"organic/non-organic intelligence gender"<wasRe:Ladanandwoman's speak>
|From:||Robert Hailman <robert@...>|
|Date:||Sunday, June 4, 2000, 3:22|
Nik Taylor wrote:
> Robert Hailman wrote:
> > We known languages can aquire gender, but in the case of Yanyula these
> > distinctions existed in other languages. For a similar process to occur
> > in our techno-speak, the techo-genders would have to exist in another
> > language. Maybe a scientific auxlang or something...
> But the point is, at some point, some language somewhere in the region
> had to develop gender. That system of genders was diffusing outwards.

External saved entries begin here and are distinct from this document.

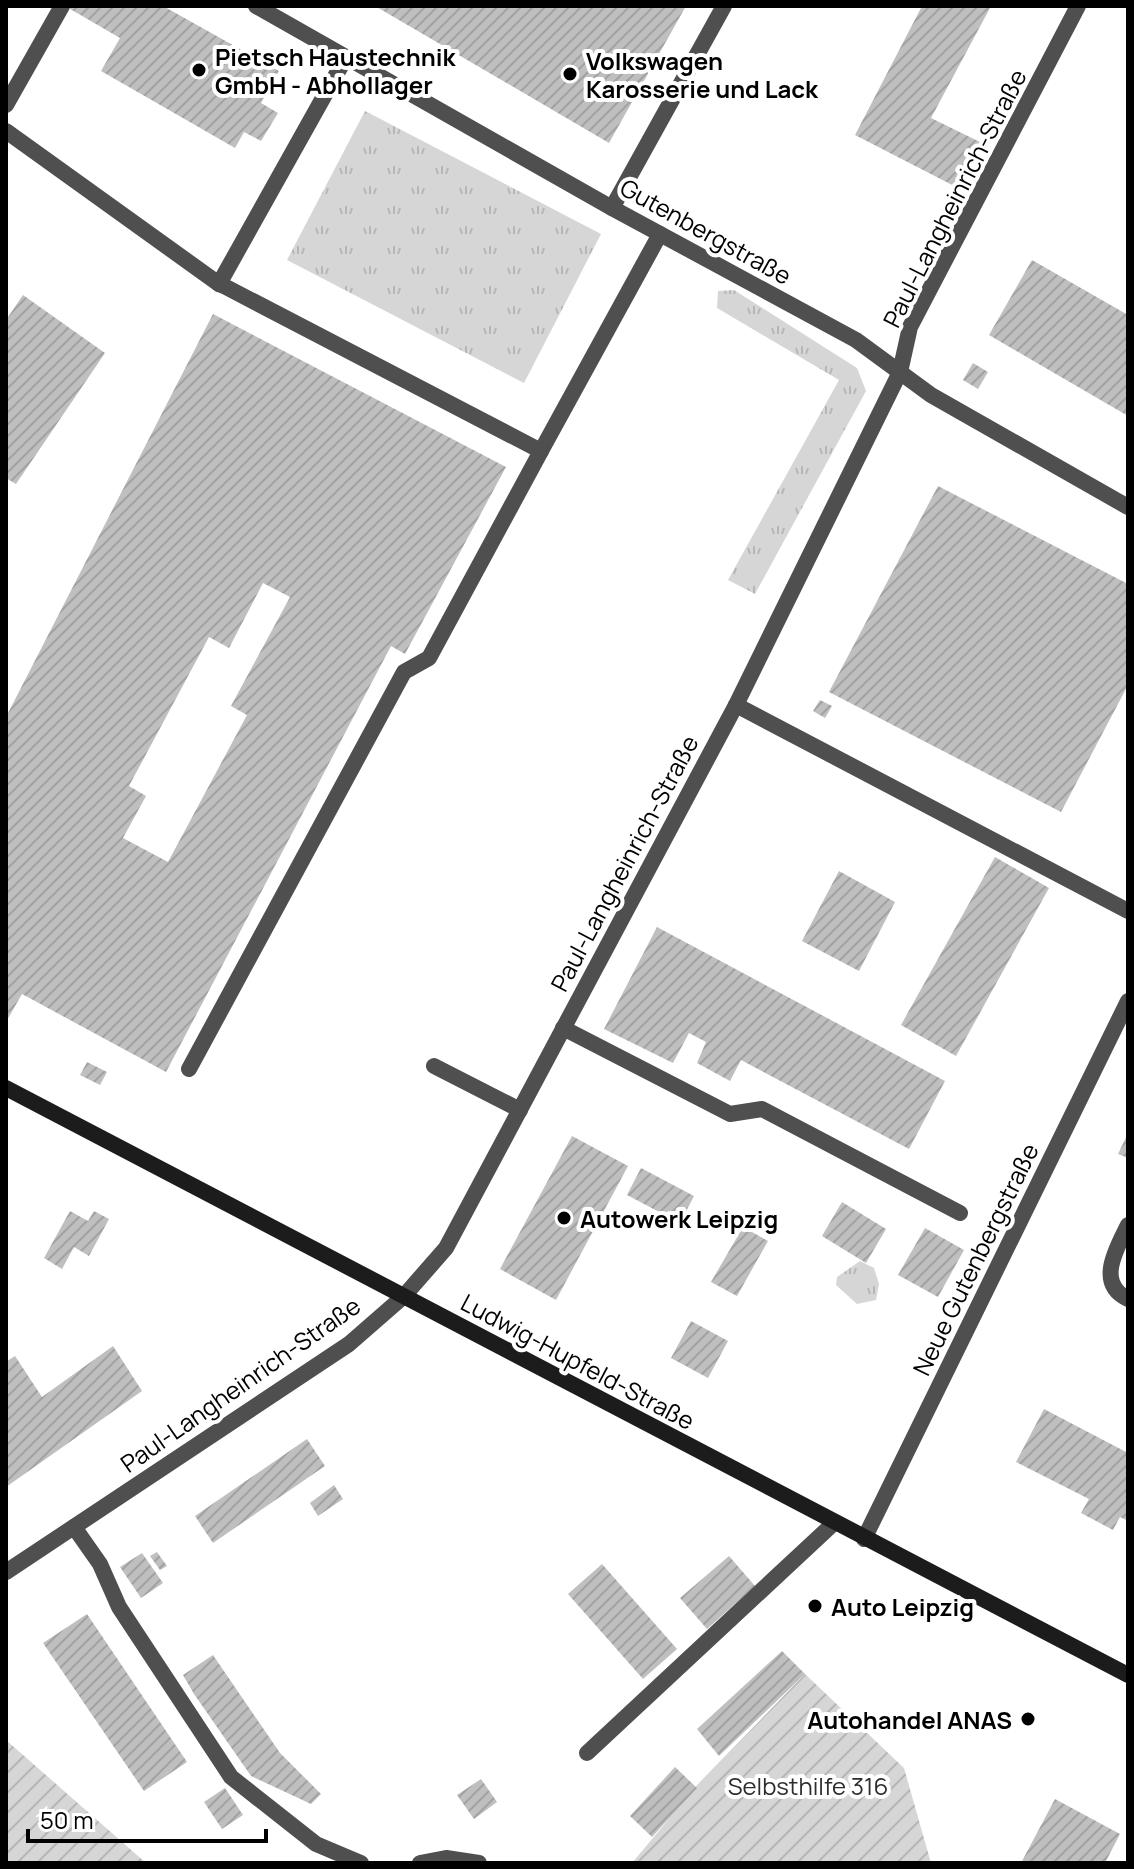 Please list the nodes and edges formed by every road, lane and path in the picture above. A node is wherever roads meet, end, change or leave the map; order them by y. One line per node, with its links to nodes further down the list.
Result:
1 (62, 6): 6 (street)
2 (724, 6): 8 (street)
3 (1078, 6): 11 (street, Paul-Langheinrich-Straße)
4 (260, 7): 5 (street, Gutenbergstraße)
5 (346, 57): 8 (street, Gutenbergstraße); 10 (street)
6 (6, 105)
7 (6, 131): 10 (street)
8 (612, 208): 9 (street, Gutenbergstraße)
9 (660, 234): 11 (street, Gutenbergstraße); 12 (street)
10 (219, 284): 12 (street)
11 (900, 372): 13 (street, Gutenbergstraße); 14 (street, Paul-Langheinrich-Straße)
12 (541, 451): 19 (street)
13 (1128, 507)
14 (736, 705): 15 (street); 17 (street, Paul-Langheinrich-Straße)
15 (1128, 911)
16 (1128, 1001): 28 (street, Neue Gutenbergstraße)
17 (563, 1028): 21 (street, Paul-Langheinrich-Straße); 22 (street)
18 (434, 1066): 21 (street)
19 (189, 1069)
20 (6, 1088): 24 (main road, Ludwig-Hupfeld-Straße)
21 (520, 1110): 24 (street, Paul-Langheinrich-Straße)
22 (960, 1213)
23 (1128, 1225): 25 (street)
24 (404, 1296): 26 (main road, Ludwig-Hupfeld-Straße); 27 (street, Paul-Langheinrich-Straße)
25 (1128, 1299)
26 (834, 1523): 28 (main road, Ludwig-Hupfeld-Straße); 31 (street)
27 (74, 1527): 29 (street, Paul-Langheinrich-Straße); 32 (street)
28 (864, 1539): 30 (main road, Ludwig-Hupfeld-Straße)
29 (6, 1572)
30 (1128, 1675)
31 (587, 1753)
32 (316, 1844): 33 (street); 34 (street)
33 (334, 1863)
34 (361, 1863)
35 (420, 1863): 36 (street)
36 (479, 1863) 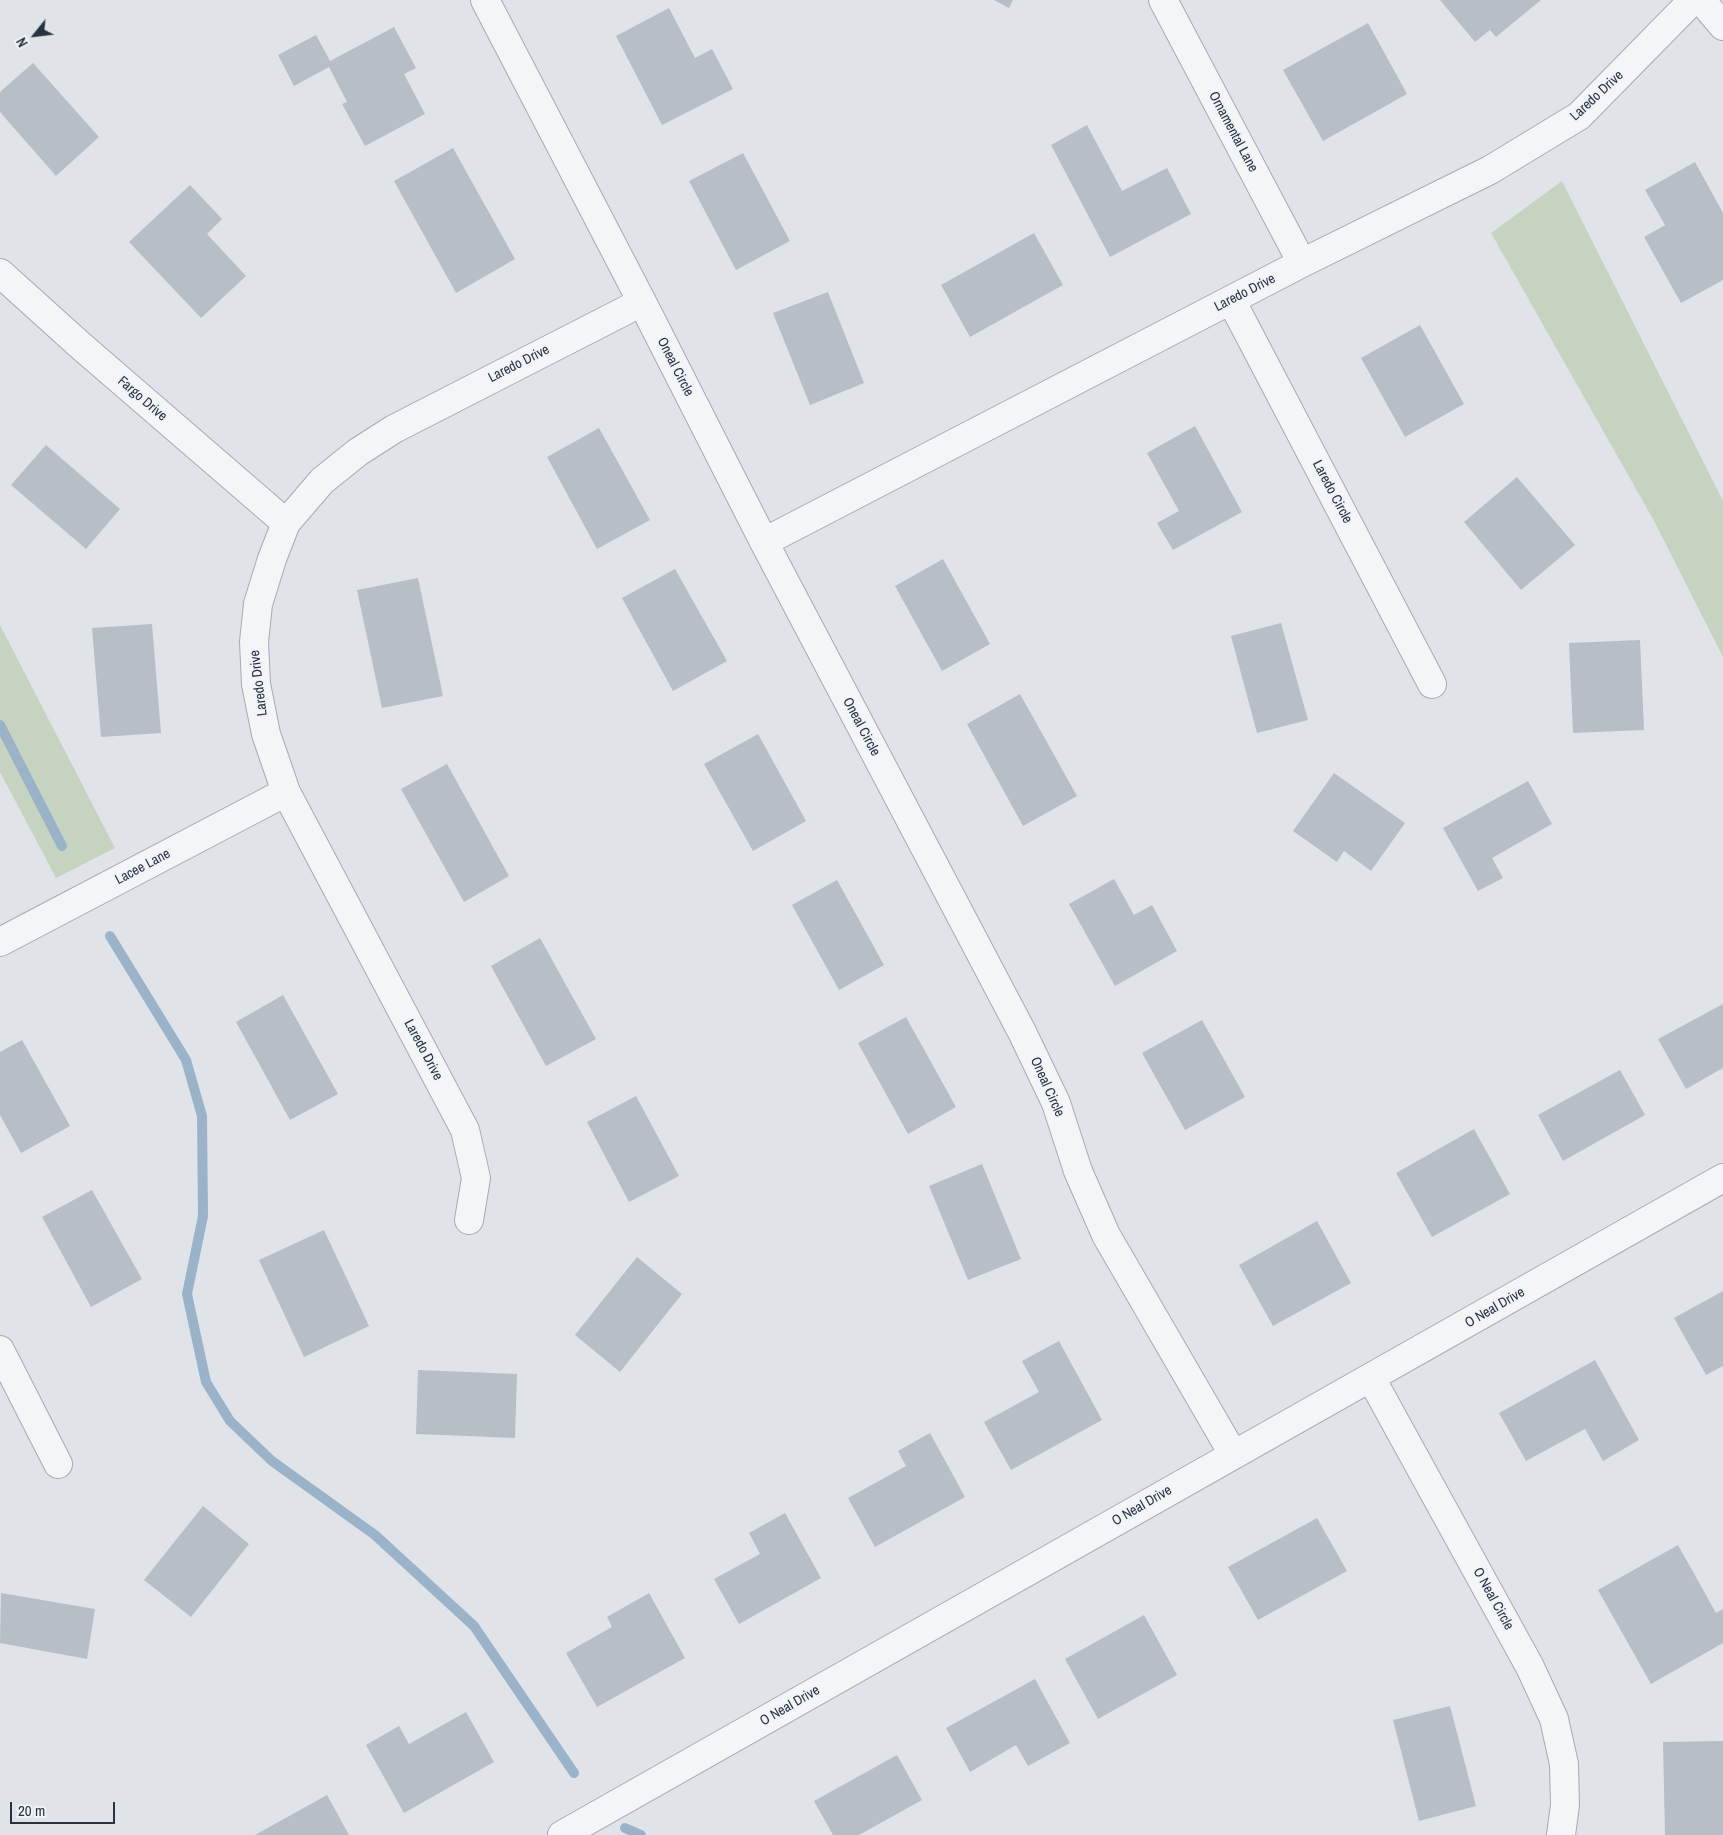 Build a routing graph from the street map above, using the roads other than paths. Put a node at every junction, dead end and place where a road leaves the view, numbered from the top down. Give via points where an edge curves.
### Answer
1 (485, 0) edge
2 (1163, 0) edge
3 (1693, 0) edge
4 (1701, 0) edge
5 (1723, 26) edge
6 (1302, 263) junction
7 (0, 272) edge
8 (1231, 300) junction
9 (642, 302) junction
10 (286, 523) junction
11 (764, 542) junction
12 (1432, 684) dead end
13 (286, 792) junction
14 (0, 942) edge
15 (1723, 1178) edge
16 (469, 1220) dead end
17 (0, 1350) edge
18 (1371, 1378) junction
19 (1233, 1454) junction
20 (58, 1464) dead end
21 (562, 1835) edge
22 (1561, 1835) edge

1 - 9 street, Oneal Circle
2 - 6 street, Ornamental Lane
3 - 6 street, Laredo Drive via 1579,116 1490,170
4 - 5 street
6 - 8 street, Laredo Drive
7 - 10 street, Fargo Drive via 80,346
8 - 11 street, Laredo Drive
8 - 12 street, Laredo Circle
9 - 10 street, Laredo Drive via 394,429 322,481
9 - 11 street, Oneal Circle
10 - 13 street, Laredo Drive via 258,604 254,642 256,684 266,734
11 - 19 street, Oneal Circle via 1022,1032 1056,1102 1078,1171 1106,1235
13 - 14 street, Lacee Lane
13 - 16 street, Laredo Drive via 465,1130 476,1178
15 - 18 street, O Neal Drive
17 - 20 street
18 - 19 street, O Neal Drive
18 - 22 street, O Neal Circle via 1530,1667 1554,1718 1564,1764 1565,1805
19 - 21 street, O Neal Drive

> Presumably, perhaps a few centuries ago, a language evolved gender all
> by itself, then its neighbors borrowed that, and their neighbors in turn
> borrowed it, and so on.
> Why are you so insistent on those genders being artificial? "Long,
> narrow things" sounds pretty artificial to me, yet is attested in the
> Bantu family. I see no reason why gender can't evolve all by itself
> with no influence from neighbors. The development of something like
> that on its own is probably pretty rare, but I doubt that its unknown -
> if it were, then surely languages would be less diverse than they are.
> Spontaneous changes must've occurred in the past to explain the enormous
> variety we see. Otherwise, languages would tend to become more and more
> like each other, as they borrow features from each other, which does
> happen, of course. But occasionally, new constructions spontaneously
> come into existence, and then they can spread outwards if the need is
> perceived, or the speakers of the language with that new feature enjoy
> some kind of prestige.
You say yourself that the development of something like this on its own
is pretty rare, which is why I'd find it more feasible for the gender
system to come from somewhere else. Since its rare for our techno-speak
to be the first to have it, and it's also rare for surrounding languages
to be the first to have it, and so on, I'd find it more feasible if the
language that the system was borrowed from was artificial, even if it
became part of the common language by natural means.